There is a pen on my desk that I click, over and over, when I'm thinking. I noticed it the other day mid-click and stopped, my thumb hovering. I hadn't been thinking about anything. I had just needed something for my hands to do, some small motion to fill the quiet between one thought and the next.
We talk about phones as though they arrived from somewhere else and took us hostage. As though, before them, we sat serenely with our hands folded, content in every spare second. I don't think that's true. I think the phone walked into a room that was already restless. It just happened to be the most efficient thing we'd ever invented for not being where we are.
Here is what I keep noticing in myself. It isn't boredom, exactly. Boredom is almost gentle by comparison. It's a small flinch when a moment opens up with nothing in it — a tiny, almost imperceptible panic at the prospect of a gap. The lift doors close and there are eleven floors to go and immediately my hand is moving. The kettle is heating and the kitchen is quiet and my hand is moving. Not toward anything. Away from the stillness.

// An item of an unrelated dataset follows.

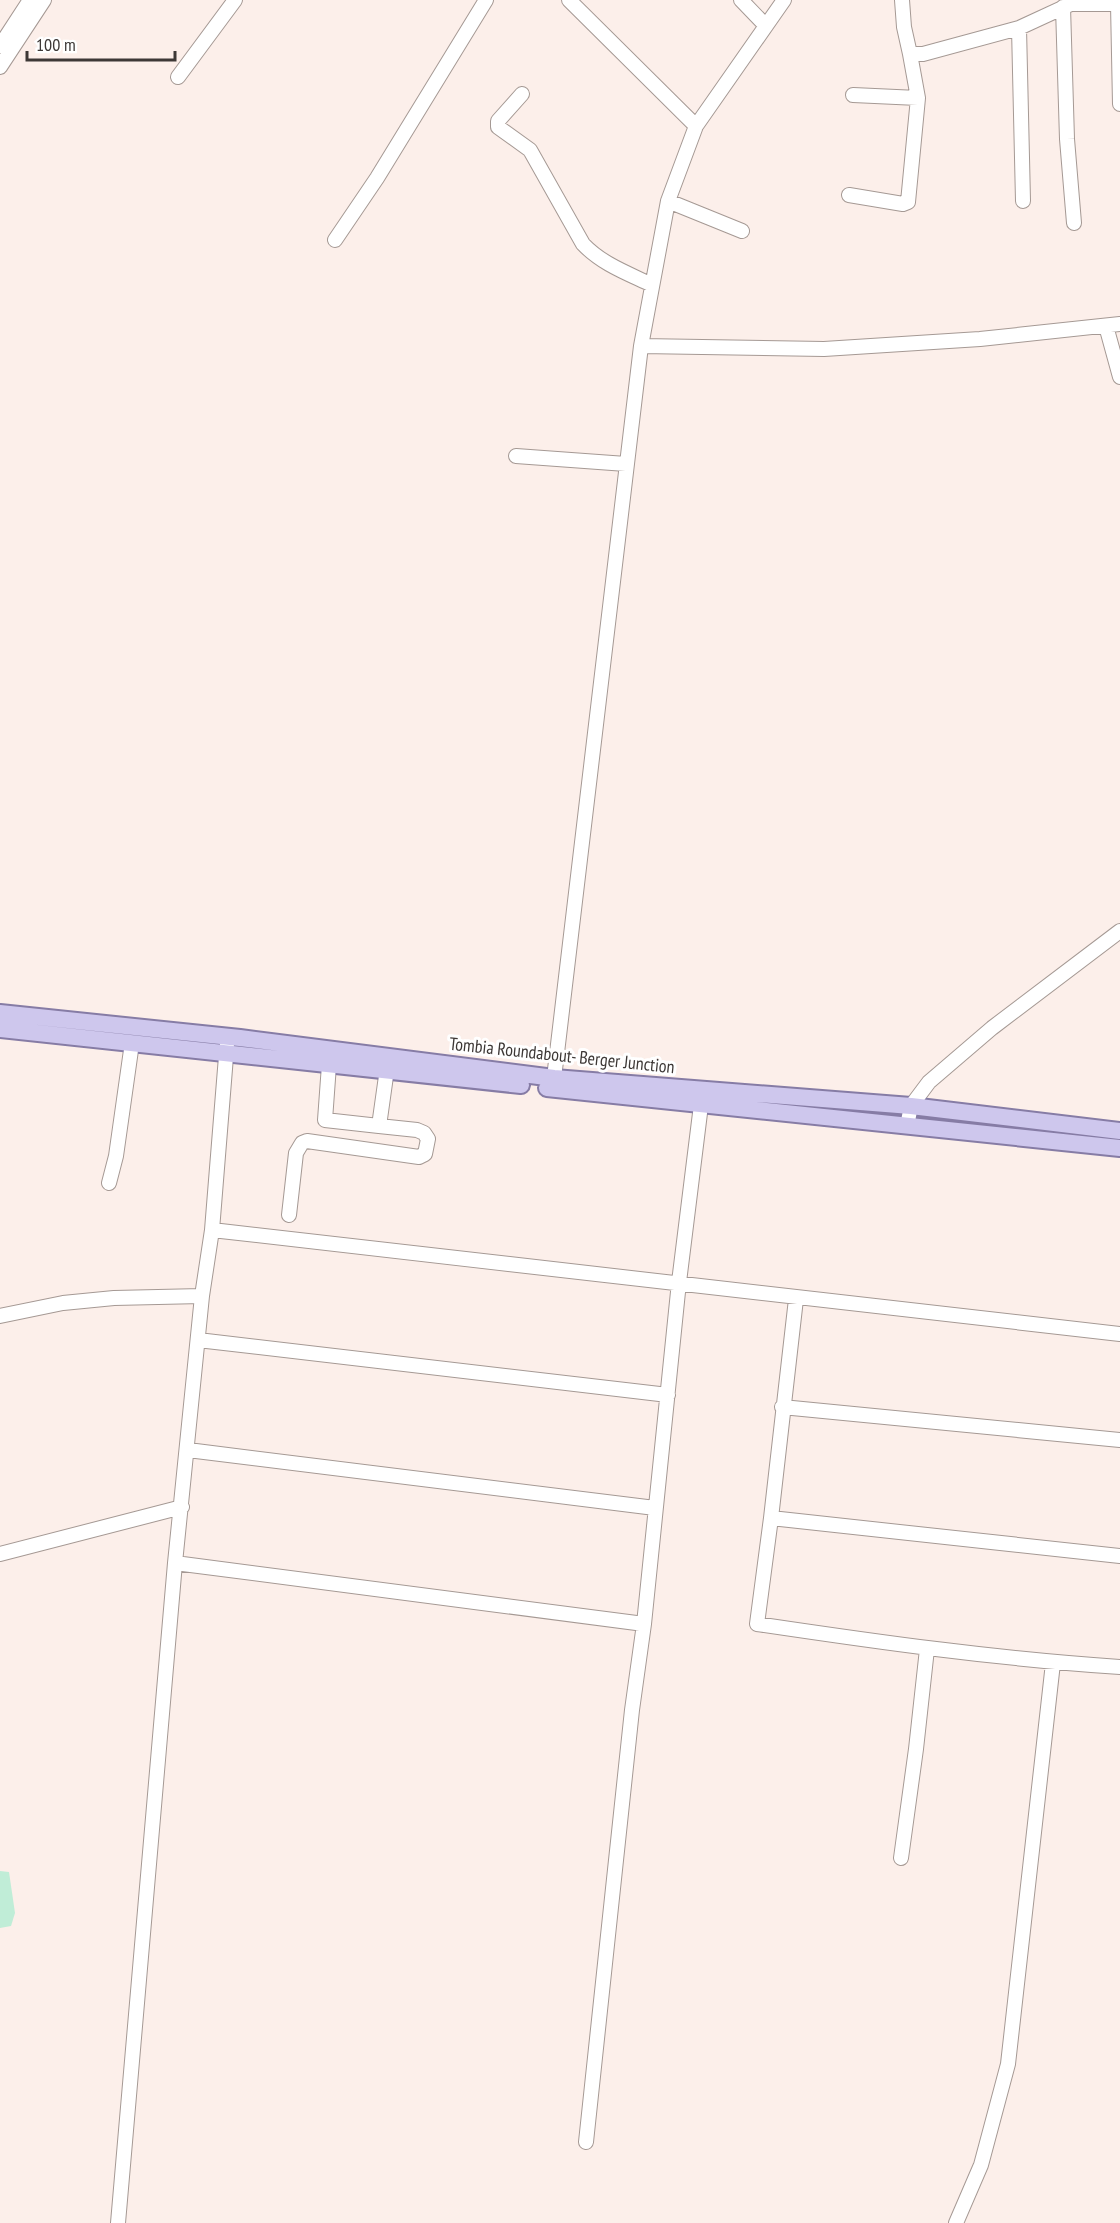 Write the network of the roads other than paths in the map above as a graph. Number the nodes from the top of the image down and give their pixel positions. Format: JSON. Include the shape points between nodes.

I caught it most clearly in a queue at the post office. Six people ahead of me, the line barely shifting. I'd already taken my phone out before I'd decided to. I watched my own thumb find the familiar shape of the screen, and I felt the particular relief of it — the relief of not having to simply stand there. And underneath the relief, something quieter that I'd been missing for years. The discomfort it was rushing to cover.
That's the thing I'd had backwards.
I used to think I reached for my phone because the phone was interesting. It isn't, mostly. Most of what I find there I forget within minutes. I reach for it because the unfilled moment is uncomfortable, and the phone is right there, and it asks nothing of me except that I disappear into it for a little while.
The discomfort is the real subject. Not the device.
When I was running on empty in my old life — the version of me who measured her worth in tabs open and replies sent — I genuinely could not be in a lift without doing something. A red light felt like an insult. A pause in a conversation felt like a thing I had to rescue. I thought I was a productive person. I was actually just a person who could not bear an empty second, and had built an entire life around never having to meet one.
The morning I first sat still for ten minutes, the hardest part wasn't the sitting. It was the first sixty seconds, when nothing was happening and every cell in me wanted to reach for something to make the nothing stop. There was no phone in my hands. There was just me, and the gap, and the old familiar flinch with nowhere to go.
And then — this is the part I didn't expect — the flinch passed. It crested like a small wave and broke and was gone, and on the other side of it there was just the morning. Quiet. Ordinary. Mine.
That was the discovery, if it's even grand enough to call one. The discomfort I'd spent years fleeing was not an emergency. It was just a feeling, and feelings move through if you let them. The phone had never been saving me from anything. It had only been keeping me from finding that out.
I want to be honest that I haven't fixed this. My hand still moves toward my pocket in lifts. I still click the pen. The reaching is old and deep and I doubt it will ever fully leave me, and I've stopped treating that as a failure. What's changed is only that I notice now. I feel the flinch arrive, and sometimes — not always, but sometimes — I let it be there instead of answering it.
So here is the one small thing I'd offer you, if you wanted it.
The next time you feel your hand move toward your phone in a pause — a queue, a lift, a red light, the kettle warming — don't stop yourself. Just notice the moment before. Notice the small discomfort that the reaching is trying to soothe, the little flinch at the open second. You don't have to do anything about it. You don't even have to put the phone away. Only see, for one breath, what you were reaching past.
That's all. Just the noticing.
Because the phone is not really the problem, and I think we know it. We could put every device in a drawer and the restlessness would still be standing in the room, looking for the next thing to hold. The work was never about the phone. It was about learning to stand in an unfilled moment and discover that it doesn't actually hurt — that the empty second is not a void to be escaped but a small clearing, the only place quiet enough for us to hear ourselves arrive.
The gap was never the enemy. We just never stayed in it long enough to find out what it was.